The program uses two parallel processes to produce its results, a Downloader and a file Analyzer. The Downloader takes in a list of URLs to download, and utilizes asyncio and aiohttp to asynchronously download files. When a file is downloaded to the tmp/ directory, the Downloader sends its path to the Analyzer, which reads the file and extracts the top 25 pages (for each domain). A shared-memory Queue is used to communicate the paths of downloaded files from the Downloader to the Analyzer. While the Downloader is active, the Analyzer will await files to read from the Queue, processing any that arrive and writing the results to results/ (which is created if it doesn't already exist). When the Downloader is finished, it sends a message to the Analyzer, which processes all filepaths remaining in the queue and then itself terminates. These two processes act in parallel via Python's multiprocessing library. Though using parallel processes across cores, the model itself is simple and effective - the Downloader publishes to a Queue, and the Analyzer consumes from the Queue.

Downloading the files is mostly I/O-bound, so it provides a good use case for Python's asyncio and aiohttp libraries. You can get a significant speedboost within a single core by using async (about 25% faster on my computer/network). On the other hand, file analysis is mostly CPU-bound. By putting the Analyzer on a different core, we can process and download files concurrently.
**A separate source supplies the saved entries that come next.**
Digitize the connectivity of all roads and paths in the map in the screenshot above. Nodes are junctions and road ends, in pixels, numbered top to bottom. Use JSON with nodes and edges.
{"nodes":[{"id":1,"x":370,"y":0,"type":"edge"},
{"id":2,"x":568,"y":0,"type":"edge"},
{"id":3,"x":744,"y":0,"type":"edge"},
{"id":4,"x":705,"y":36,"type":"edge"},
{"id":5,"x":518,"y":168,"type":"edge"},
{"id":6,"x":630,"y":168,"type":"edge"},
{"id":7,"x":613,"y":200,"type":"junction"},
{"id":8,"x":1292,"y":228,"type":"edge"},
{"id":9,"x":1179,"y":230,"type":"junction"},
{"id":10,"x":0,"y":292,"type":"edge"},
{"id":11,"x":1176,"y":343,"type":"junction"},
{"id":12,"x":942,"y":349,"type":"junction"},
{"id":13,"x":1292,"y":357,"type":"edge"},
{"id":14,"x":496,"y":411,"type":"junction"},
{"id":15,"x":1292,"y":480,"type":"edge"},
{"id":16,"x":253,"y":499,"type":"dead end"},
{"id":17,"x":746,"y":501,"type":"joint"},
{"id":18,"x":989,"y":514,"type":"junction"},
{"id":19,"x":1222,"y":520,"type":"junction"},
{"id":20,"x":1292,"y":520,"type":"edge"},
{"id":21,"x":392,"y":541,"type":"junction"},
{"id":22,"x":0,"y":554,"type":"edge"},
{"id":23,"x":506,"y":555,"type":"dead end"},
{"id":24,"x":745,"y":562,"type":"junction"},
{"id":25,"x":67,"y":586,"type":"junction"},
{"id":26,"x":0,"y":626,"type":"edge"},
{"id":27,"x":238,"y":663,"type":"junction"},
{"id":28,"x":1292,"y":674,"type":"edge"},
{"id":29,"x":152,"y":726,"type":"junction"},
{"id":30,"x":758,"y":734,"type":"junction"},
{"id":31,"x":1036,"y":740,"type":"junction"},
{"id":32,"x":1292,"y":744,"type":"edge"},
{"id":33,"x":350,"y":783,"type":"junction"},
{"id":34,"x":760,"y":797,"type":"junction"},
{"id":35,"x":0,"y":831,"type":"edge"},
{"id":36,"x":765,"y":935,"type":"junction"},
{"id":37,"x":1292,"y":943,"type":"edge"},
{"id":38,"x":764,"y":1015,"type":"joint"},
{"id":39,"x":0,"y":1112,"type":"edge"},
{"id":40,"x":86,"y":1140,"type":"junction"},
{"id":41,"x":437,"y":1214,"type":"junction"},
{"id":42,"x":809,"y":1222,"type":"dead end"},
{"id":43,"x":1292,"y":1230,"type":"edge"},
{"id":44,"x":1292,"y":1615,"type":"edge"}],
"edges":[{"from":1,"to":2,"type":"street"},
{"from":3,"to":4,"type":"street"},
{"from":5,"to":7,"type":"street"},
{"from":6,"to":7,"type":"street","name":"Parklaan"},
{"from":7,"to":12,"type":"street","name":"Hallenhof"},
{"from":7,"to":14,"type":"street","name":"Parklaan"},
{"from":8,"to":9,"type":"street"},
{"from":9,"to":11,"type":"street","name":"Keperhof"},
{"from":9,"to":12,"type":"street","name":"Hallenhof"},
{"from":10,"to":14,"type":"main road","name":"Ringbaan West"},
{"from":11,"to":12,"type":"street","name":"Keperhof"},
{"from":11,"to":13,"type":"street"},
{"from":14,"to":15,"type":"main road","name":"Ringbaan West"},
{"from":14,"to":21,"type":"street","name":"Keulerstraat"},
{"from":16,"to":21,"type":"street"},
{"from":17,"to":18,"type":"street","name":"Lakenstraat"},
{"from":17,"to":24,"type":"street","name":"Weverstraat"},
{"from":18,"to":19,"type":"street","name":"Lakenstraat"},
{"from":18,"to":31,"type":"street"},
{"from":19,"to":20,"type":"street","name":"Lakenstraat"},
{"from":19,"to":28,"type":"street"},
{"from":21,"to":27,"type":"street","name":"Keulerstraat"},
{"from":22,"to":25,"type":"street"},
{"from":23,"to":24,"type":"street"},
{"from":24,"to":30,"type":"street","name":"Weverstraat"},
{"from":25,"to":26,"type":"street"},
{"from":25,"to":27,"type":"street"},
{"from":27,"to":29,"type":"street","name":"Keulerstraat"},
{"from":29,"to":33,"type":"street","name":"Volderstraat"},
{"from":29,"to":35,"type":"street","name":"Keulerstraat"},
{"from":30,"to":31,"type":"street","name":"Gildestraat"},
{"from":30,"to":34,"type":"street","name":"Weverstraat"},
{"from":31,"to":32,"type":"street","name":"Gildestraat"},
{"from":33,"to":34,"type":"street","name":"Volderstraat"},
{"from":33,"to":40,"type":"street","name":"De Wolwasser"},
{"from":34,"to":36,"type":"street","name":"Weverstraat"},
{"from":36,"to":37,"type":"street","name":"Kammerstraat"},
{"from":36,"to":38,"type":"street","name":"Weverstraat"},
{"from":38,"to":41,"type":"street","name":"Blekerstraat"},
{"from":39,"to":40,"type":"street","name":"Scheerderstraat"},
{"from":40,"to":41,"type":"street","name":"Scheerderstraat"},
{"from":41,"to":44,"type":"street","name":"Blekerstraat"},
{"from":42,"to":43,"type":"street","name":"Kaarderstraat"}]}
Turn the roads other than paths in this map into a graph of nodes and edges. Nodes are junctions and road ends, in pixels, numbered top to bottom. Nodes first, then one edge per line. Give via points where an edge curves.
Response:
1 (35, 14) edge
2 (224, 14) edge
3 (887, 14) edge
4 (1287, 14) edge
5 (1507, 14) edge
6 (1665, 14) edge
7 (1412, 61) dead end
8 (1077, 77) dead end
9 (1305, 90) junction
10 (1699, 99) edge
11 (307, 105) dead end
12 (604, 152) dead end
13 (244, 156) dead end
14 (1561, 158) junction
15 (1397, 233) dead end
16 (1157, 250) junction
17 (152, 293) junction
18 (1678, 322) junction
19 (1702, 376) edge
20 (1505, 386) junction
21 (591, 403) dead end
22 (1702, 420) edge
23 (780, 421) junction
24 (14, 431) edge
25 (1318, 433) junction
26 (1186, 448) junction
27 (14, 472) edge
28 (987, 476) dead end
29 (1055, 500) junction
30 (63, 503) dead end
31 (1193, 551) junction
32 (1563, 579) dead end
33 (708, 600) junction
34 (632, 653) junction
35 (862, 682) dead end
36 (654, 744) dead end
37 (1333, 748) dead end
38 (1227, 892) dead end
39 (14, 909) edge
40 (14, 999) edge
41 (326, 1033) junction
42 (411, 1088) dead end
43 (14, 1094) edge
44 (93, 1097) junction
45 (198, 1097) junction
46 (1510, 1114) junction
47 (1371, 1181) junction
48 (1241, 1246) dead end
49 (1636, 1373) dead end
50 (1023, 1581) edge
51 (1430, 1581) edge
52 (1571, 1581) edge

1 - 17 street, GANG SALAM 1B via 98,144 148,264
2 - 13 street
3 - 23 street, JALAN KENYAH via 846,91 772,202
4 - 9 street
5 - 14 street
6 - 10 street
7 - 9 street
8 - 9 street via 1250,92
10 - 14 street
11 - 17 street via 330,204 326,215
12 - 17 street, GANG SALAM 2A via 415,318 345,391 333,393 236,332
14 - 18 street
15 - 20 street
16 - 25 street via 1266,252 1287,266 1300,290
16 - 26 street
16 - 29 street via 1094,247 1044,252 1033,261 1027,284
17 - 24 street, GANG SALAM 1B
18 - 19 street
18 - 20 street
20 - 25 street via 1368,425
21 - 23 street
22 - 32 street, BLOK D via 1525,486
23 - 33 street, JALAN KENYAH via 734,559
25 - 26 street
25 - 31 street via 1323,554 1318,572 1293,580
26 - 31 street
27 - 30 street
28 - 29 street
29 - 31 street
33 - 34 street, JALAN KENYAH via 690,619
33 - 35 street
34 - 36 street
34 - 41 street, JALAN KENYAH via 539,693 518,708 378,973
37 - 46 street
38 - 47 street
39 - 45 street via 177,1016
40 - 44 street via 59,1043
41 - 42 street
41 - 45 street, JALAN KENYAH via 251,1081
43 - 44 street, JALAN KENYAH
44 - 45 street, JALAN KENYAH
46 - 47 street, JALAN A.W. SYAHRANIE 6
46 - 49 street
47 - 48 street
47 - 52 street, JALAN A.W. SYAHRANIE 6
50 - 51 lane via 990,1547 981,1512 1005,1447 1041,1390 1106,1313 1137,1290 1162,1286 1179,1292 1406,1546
The bottleneck here is downloading the data dumps. Based on my testing, the Wikimedia archive can only handle three connections at the same time, otherwise it starts throwing 503 errors. Therefore, The Downloader defaults to using three asynchronous download tasks. On my network, a single Analyzer was able to keep up with the Downloader. On a different network, this may not be the case, but you can configure the number of download tasks and analysis processes by setting DEFAULT_NUM_DOWNLOADERS and DEFAULT_NUM_FILE_PROCESSORS respectively in config.py.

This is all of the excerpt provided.